Code Capsules

A Better C

Chuck Allison


Chuck Allison is a regular columnist with CUJ and a Senior Software Engineer in the Information and Communication Systems Department of the Church of Jesus Christ of Latter Day Saints in Salt Lake City. He has a B.S. and M.S. in mathematics, has been programming since 1975, and has been teaching and developing in C since 1984. His current interest is object-oriented technology and education. He is a member of X3J16, the ANSI C++ Standards Committee. Chuck can be reached on the Internet at 72640.1507@compuserve.com.

Bjarne Stroustrup, the inventor of C++, has suggested three ways to look at C++:

1) as a better C

2) as a language that supports data abstraction, and

3) as an object-oriented programming language

Because C++ truly is all of these things, it is somewhat more complex than most popular programming languages, especially the other object-oriented ones.
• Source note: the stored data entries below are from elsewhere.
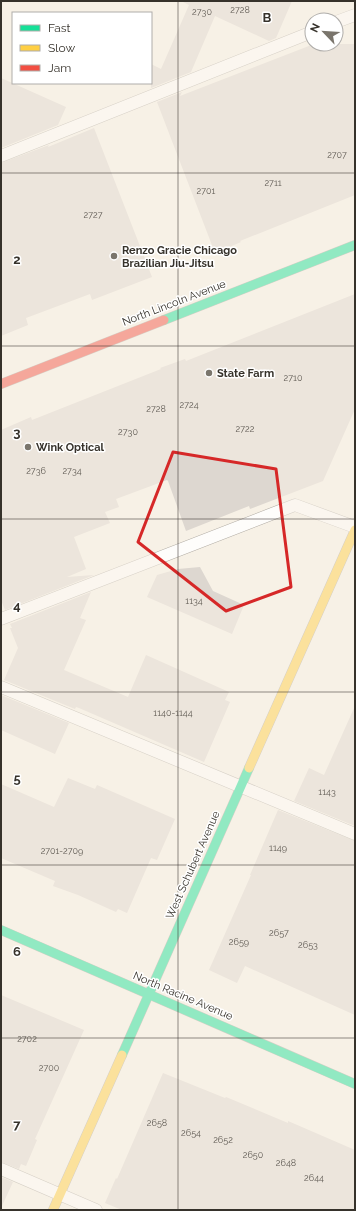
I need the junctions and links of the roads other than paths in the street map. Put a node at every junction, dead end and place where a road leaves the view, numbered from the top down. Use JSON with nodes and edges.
{"nodes":[{"id":1,"x":355,"y":15,"type":"edge"},
{"id":2,"x":344,"y":19,"type":"edge"},
{"id":3,"x":304,"y":35,"type":"edge"},
{"id":4,"x":1,"y":156,"type":"edge"},
{"id":5,"x":355,"y":245,"type":"edge"},
{"id":6,"x":1,"y":384,"type":"edge"},
{"id":7,"x":355,"y":527,"type":"edge"},
{"id":8,"x":355,"y":530,"type":"edge"},
{"id":9,"x":1,"y":619,"type":"edge"},
{"id":10,"x":1,"y":687,"type":"edge"},
{"id":11,"x":241,"y":786,"type":"junction"},
{"id":12,"x":355,"y":834,"type":"edge"},
{"id":13,"x":1,"y":930,"type":"edge"},
{"id":14,"x":149,"y":994,"type":"junction"},
{"id":15,"x":355,"y":1084,"type":"edge"},
{"id":16,"x":1,"y":1169,"type":"edge"},
{"id":17,"x":60,"y":1194,"type":"junction"},
{"id":18,"x":53,"y":1210,"type":"edge"},
{"id":19,"x":96,"y":1210,"type":"edge"}],
"edges":[{"from":1,"to":2,"type":"lane"},
{"from":3,"to":4,"type":"lane"},
{"from":5,"to":6,"type":"street","name":"North Lincoln Avenue"},
{"from":7,"to":9,"type":"lane"},
{"from":8,"to":11,"type":"street","name":"West Schubert Avenue"},
{"from":10,"to":11,"type":"lane"},
{"from":11,"to":12,"type":"lane"},
{"from":11,"to":14,"type":"street","name":"West Schubert Avenue"},
{"from":13,"to":14,"type":"street","name":"North Racine Avenue"},
{"from":14,"to":15,"type":"street","name":"North Racine Avenue"},
{"from":14,"to":17,"type":"street","name":"West Schubert Avenue"},
{"from":16,"to":17,"type":"lane"},
{"from":17,"to":18,"type":"street","name":"West Schubert Avenue"},
{"from":17,"to":19,"type":"lane"}]}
The proponents of SmallTalk, Eiffel and CLOS (object-oriented Common LISP) engage in much religious debate about purity, simplicity, and the "true" definition of the term "object-oriented." But C++ is in fact a multi-paradigm language — it supports the traditional procedural style of programming, like C and Pascal do; like Ada it supports data abstraction and generics (templates); and it supports inheritance and polymorphism, like all the other object-oriented languages. All this may make for somewhat of an impure programming language, but it also makes C++ the more practical choice for production programming. C++ unquestionably gives the best performance, functions well in mixed-language environments (not just with C, but with FORTRAN, COBOL, and other languages, as well), and does not require the enormous resources that Smalltalk, Eiffel and LISP do (the latter being environments, not just compile-and-link processes).
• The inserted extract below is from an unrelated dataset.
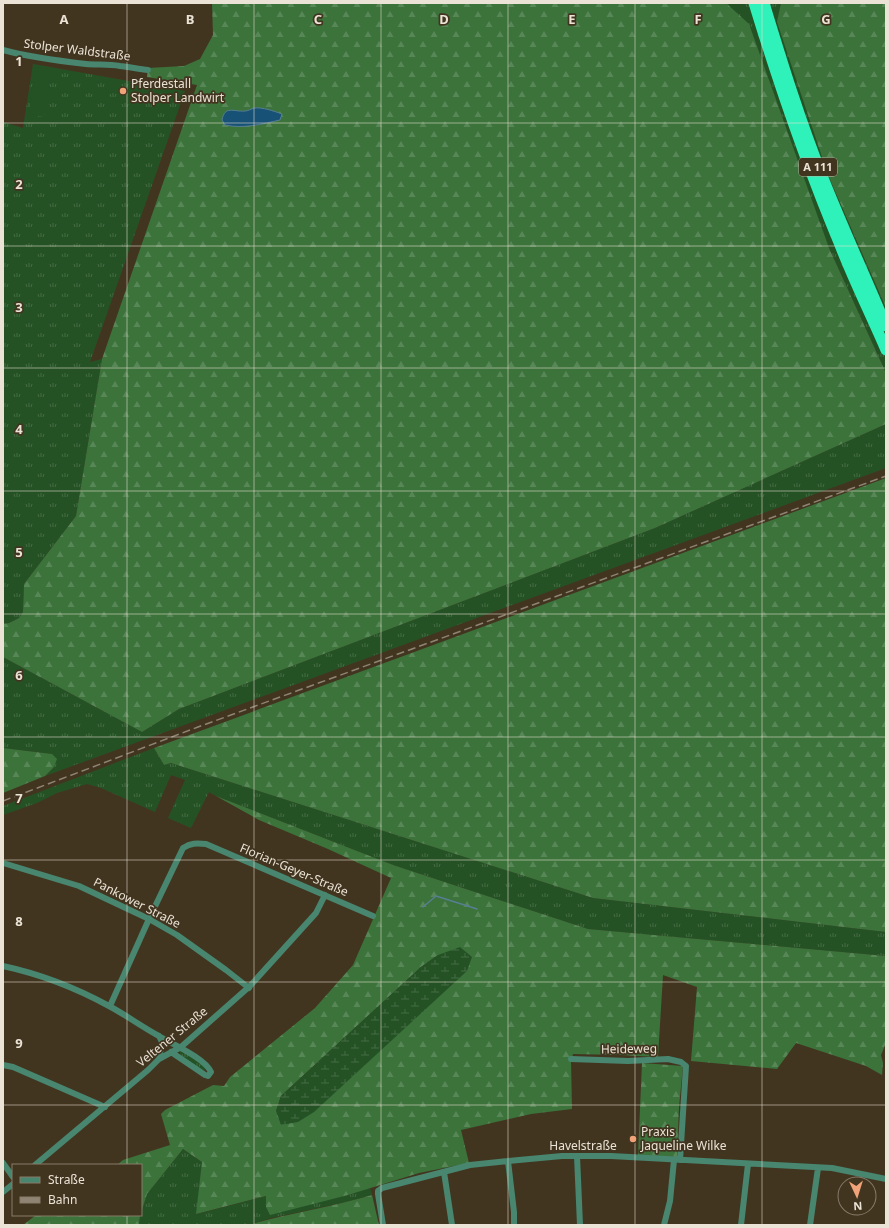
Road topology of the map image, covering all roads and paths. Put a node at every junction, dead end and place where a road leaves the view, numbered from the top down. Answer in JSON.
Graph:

In this article I explore the non-object-oriented features of C++ that make it "a Better C." Remember, however, that C++ came about by adding classes to C — in other words, by adding data abstraction support to C. It is difficult to motivate some of the Better-C features without showing their class-based origins. I therefore use the class mechanism of C++ liberally.

The Type System

Perhaps the most important thing to understand about C++ is its devotion to type safety. The OO languages mentioned above are very weakly typed, if at all, because they perform error-checking mainly during execution. C++, on the other hand, requires you to declare the type of every variable, and the types of the parameters and the return types of every function. It fastidiously checks your usage of these objects at compile time. It is type safety, more than anything else, that makes C++ a Better C, and the most reasonable choice for most programming tasks.

Function Prototypes

ANSI-C-style function prototypes are not optional in C++. In fact, the prototype mechanism was invented for C++ before the ANSI C committee adopted it. You must either declare or fully define each function before its first use. The compiler will check each function invocation for the correct number and type of arguments. In addition, it will perform automatic conversions where they apply. The program in Listing 1 shows a common error that occurs in C when you don't use prototypes. The function dprint expects a double argument. Without knowing dprint's prototype, the compiler doesn't know that the call dprint(123) is an error. When you provide the prototype for dprint, the compiler automatically converts 123 to a double for you (see Listing 2) .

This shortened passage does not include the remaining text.